↓

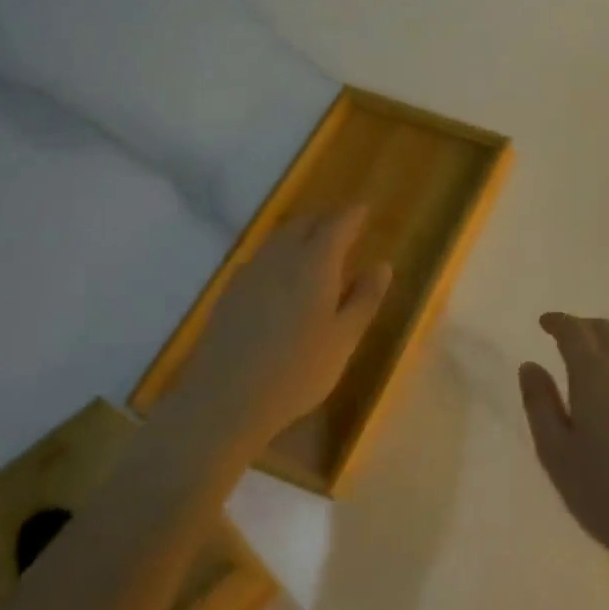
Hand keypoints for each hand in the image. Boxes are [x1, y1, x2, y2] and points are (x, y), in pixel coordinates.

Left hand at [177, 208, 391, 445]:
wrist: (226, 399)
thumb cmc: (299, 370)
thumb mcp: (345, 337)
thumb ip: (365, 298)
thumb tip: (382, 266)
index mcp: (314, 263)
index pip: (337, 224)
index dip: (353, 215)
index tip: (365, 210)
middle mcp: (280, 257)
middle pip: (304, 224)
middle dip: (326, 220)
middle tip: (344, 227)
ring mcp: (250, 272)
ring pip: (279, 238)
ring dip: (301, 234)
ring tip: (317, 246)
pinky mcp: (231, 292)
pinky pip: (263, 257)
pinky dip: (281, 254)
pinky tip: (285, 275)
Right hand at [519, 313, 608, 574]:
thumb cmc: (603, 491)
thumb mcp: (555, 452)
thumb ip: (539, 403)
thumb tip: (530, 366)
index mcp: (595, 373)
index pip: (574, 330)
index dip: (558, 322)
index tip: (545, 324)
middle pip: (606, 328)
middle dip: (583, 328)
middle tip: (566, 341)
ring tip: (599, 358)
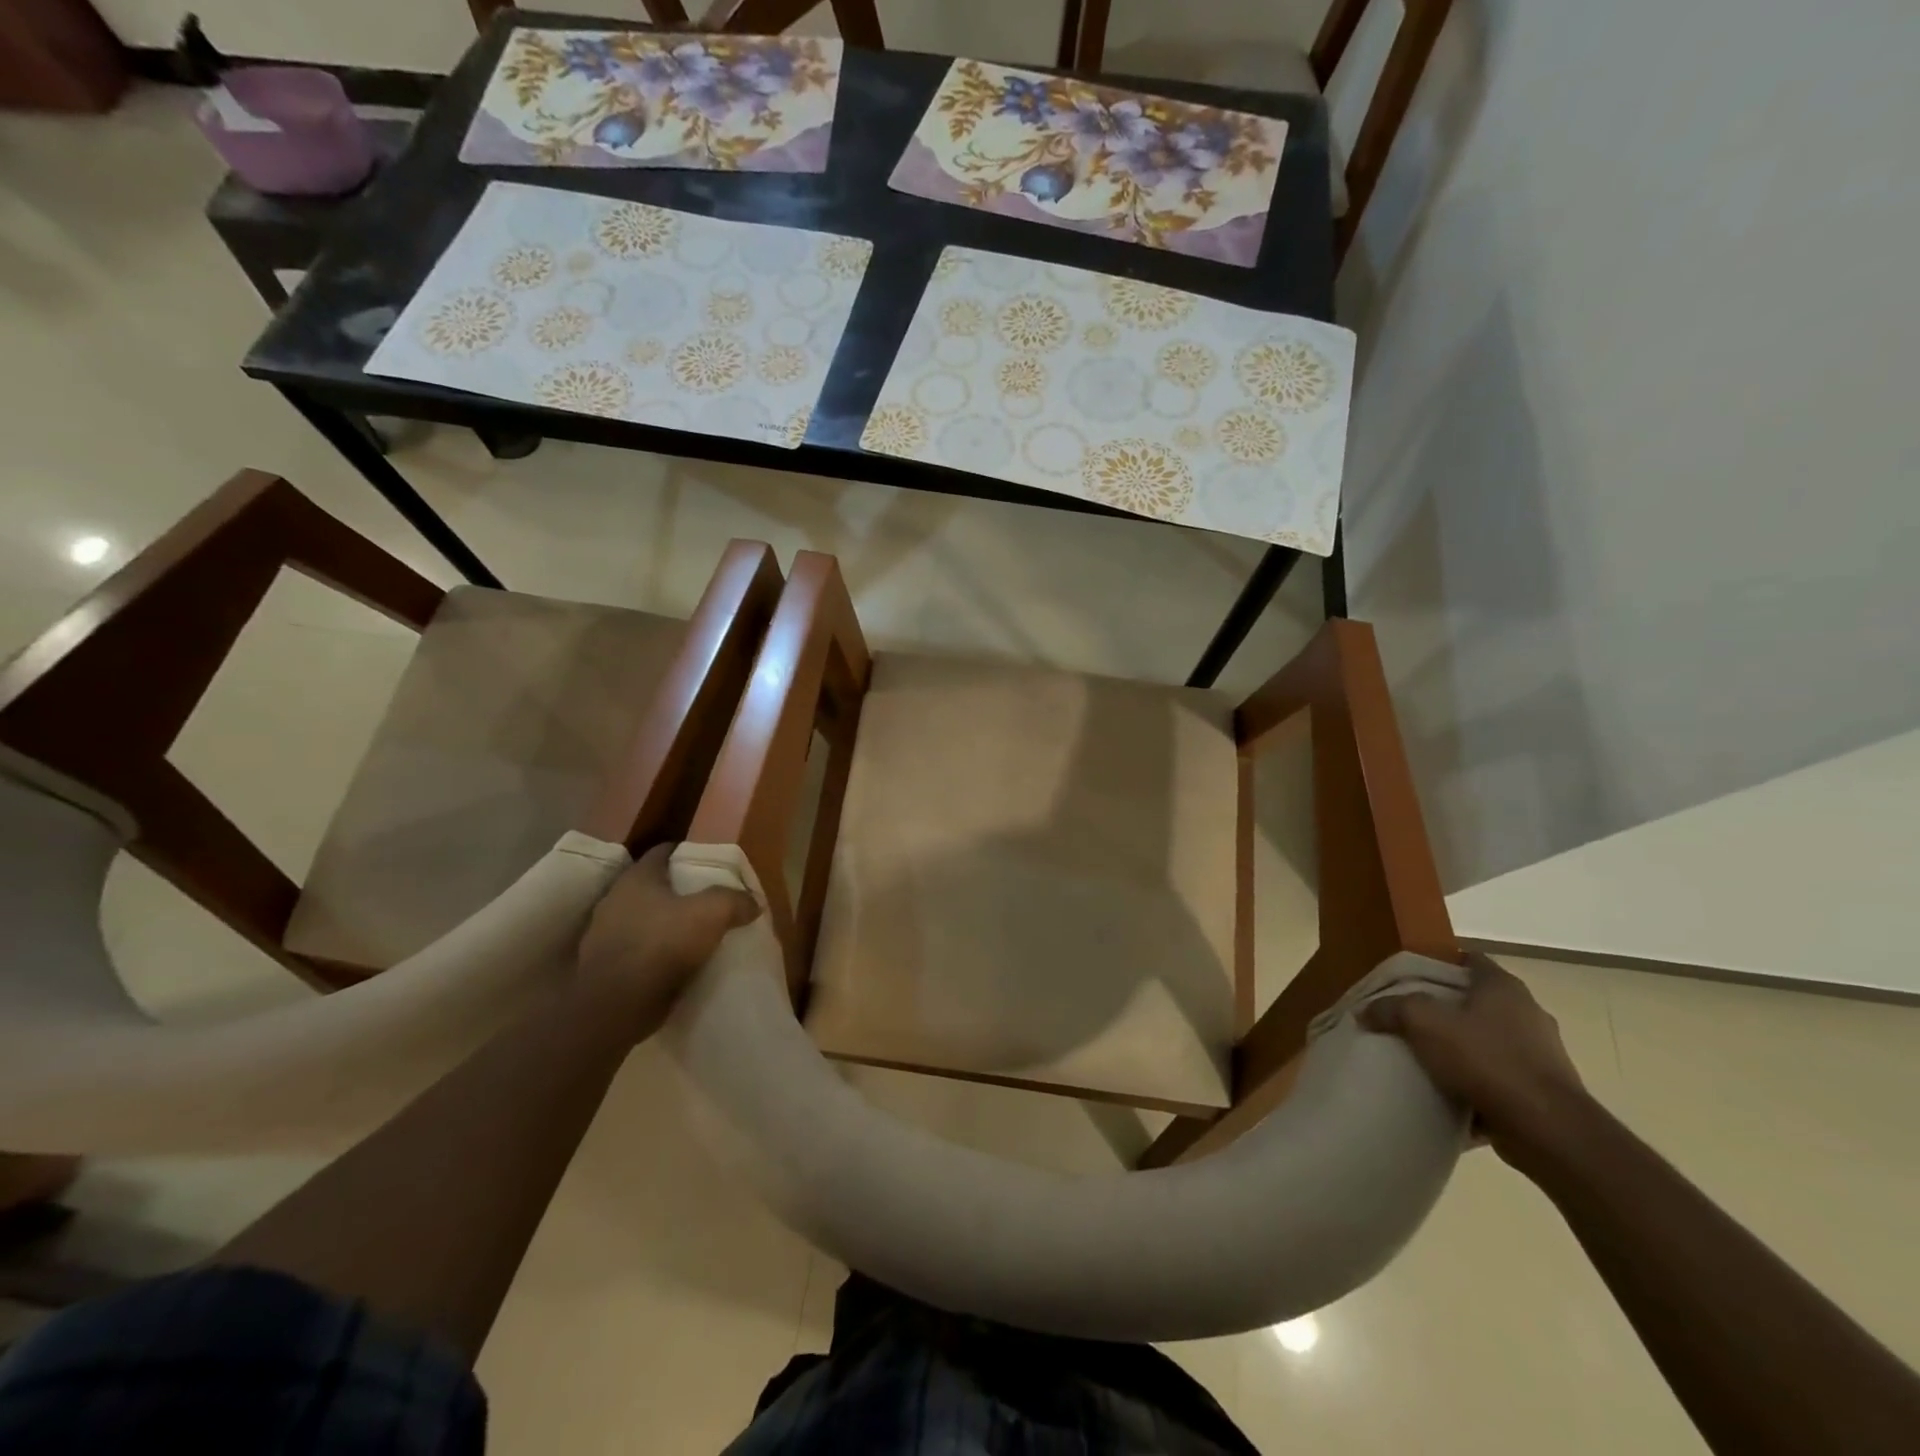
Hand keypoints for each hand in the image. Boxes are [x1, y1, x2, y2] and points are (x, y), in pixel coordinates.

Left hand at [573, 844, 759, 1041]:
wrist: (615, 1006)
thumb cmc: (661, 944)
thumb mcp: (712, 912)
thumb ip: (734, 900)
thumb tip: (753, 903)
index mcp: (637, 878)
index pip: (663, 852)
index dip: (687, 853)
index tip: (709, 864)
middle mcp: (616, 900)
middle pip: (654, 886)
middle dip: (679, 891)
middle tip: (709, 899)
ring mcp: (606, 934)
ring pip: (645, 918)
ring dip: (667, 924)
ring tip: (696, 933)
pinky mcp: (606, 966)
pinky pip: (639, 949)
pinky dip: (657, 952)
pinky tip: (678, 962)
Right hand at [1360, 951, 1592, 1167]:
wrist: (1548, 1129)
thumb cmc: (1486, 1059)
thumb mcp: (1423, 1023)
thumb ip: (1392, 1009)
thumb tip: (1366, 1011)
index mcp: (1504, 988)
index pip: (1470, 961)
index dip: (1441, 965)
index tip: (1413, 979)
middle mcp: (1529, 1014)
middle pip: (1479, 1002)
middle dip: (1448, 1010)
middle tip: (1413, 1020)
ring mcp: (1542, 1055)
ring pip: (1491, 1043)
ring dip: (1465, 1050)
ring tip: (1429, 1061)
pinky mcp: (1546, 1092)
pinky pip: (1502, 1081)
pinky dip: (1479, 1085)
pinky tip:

↑

Quote, please, every line of the material above from its start through the line that has "pinky mcp: (606, 966)", reproducing the words exactly and dropping any images.

Output of the task:
Hand keypoints for each hand in the image. Boxes are [x1, y1, x2, y2] and points are (x, y), in pixel coordinates.

Left hand at [177, 208, 391, 445]:
wrist: (226, 399)
thumb cmc: (299, 370)
thumb mcp: (345, 337)
thumb ip: (365, 298)
thumb tip: (382, 266)
index mcp: (314, 263)
index pip: (337, 224)
index dip: (353, 215)
index tip: (365, 210)
middle mcp: (280, 257)
middle pip: (304, 224)
middle dip: (326, 220)
middle tip: (344, 227)
ring mcp: (250, 272)
ring pip: (279, 238)
ring dip: (301, 234)
ring tip: (317, 246)
pinky mcp: (231, 292)
pinky pip: (263, 257)
pinky dip: (281, 254)
pinky tip: (285, 275)
Right hand at [519, 313, 608, 574]:
thumb cmc: (603, 491)
thumb mcp: (555, 452)
thumb ip: (539, 403)
thumb tip: (530, 366)
index mcp: (595, 373)
index pip: (574, 330)
index dip: (558, 322)
index tip: (545, 324)
middle pip: (606, 328)
middle dip: (583, 328)
middle tip: (566, 341)
ring tip: (599, 358)
Hand keypoints for each hand in the image. Boxes are [x1, y1, x2, y2] and points are (x, y), in pixel coordinates.

Left hand at [573, 844, 759, 1041]:
wrist: (615, 1006)
thumb cmc: (661, 944)
thumb mcp: (712, 912)
thumb ip: (734, 900)
thumb tip: (753, 903)
index mcp: (637, 878)
index pip: (663, 852)
index dip: (687, 853)
index tip: (709, 864)
middle mcp: (616, 900)
middle pip: (654, 886)
middle dip: (679, 891)
middle tip: (709, 899)
ring mcp: (606, 934)
ring pip: (645, 918)
ring dip: (667, 924)
ring tip: (696, 933)
pinky mcp: (606, 966)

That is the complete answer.